[Opening Records for processing section]
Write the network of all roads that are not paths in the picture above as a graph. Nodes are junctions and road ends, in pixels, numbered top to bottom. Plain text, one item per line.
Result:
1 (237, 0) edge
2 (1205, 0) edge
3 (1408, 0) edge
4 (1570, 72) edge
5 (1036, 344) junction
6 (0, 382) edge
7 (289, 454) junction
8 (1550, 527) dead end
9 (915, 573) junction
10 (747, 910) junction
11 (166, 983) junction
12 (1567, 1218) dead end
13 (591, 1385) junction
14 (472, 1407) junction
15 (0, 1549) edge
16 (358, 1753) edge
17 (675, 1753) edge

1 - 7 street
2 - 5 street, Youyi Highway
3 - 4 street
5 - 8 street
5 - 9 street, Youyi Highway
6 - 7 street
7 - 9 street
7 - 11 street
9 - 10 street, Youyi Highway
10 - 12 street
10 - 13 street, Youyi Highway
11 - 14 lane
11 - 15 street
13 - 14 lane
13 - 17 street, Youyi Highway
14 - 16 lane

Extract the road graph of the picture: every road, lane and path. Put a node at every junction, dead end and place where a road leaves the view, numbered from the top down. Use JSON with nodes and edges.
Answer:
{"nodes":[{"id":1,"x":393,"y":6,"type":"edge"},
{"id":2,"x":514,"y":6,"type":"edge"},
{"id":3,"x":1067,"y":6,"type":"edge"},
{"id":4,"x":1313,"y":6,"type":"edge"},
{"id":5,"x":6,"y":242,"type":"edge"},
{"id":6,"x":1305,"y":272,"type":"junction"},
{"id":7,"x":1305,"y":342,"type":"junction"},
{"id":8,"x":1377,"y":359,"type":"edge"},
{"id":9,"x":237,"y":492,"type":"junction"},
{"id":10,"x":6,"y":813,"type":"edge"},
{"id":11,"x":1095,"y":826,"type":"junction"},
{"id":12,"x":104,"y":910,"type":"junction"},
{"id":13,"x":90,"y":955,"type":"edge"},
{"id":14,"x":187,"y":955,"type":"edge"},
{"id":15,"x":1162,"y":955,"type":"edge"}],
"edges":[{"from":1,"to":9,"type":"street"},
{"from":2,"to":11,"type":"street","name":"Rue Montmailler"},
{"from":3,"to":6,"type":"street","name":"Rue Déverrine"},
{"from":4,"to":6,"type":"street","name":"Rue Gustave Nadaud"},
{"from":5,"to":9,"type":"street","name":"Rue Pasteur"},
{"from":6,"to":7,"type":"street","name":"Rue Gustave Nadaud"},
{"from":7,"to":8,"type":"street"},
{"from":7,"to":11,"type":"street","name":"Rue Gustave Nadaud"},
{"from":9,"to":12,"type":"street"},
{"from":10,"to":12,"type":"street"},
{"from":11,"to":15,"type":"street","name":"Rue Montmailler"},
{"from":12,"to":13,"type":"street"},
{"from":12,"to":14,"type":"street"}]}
[Closing Records for processing section]
What the task requires
Every line containing the string "picture" is required; copy each such line from the data.

Solution to the problem
Write the network of all roads that are not paths in the picture above as a graph. Nodes are junctions and road ends, in pixels, numbered top to bottom. Plain text, one item per line.
Extract the road graph of the picture: every road, lane and path. Put a node at every junction, dead end and place where a road leaves the view, numbered from the top down. Use JSON with nodes and edges.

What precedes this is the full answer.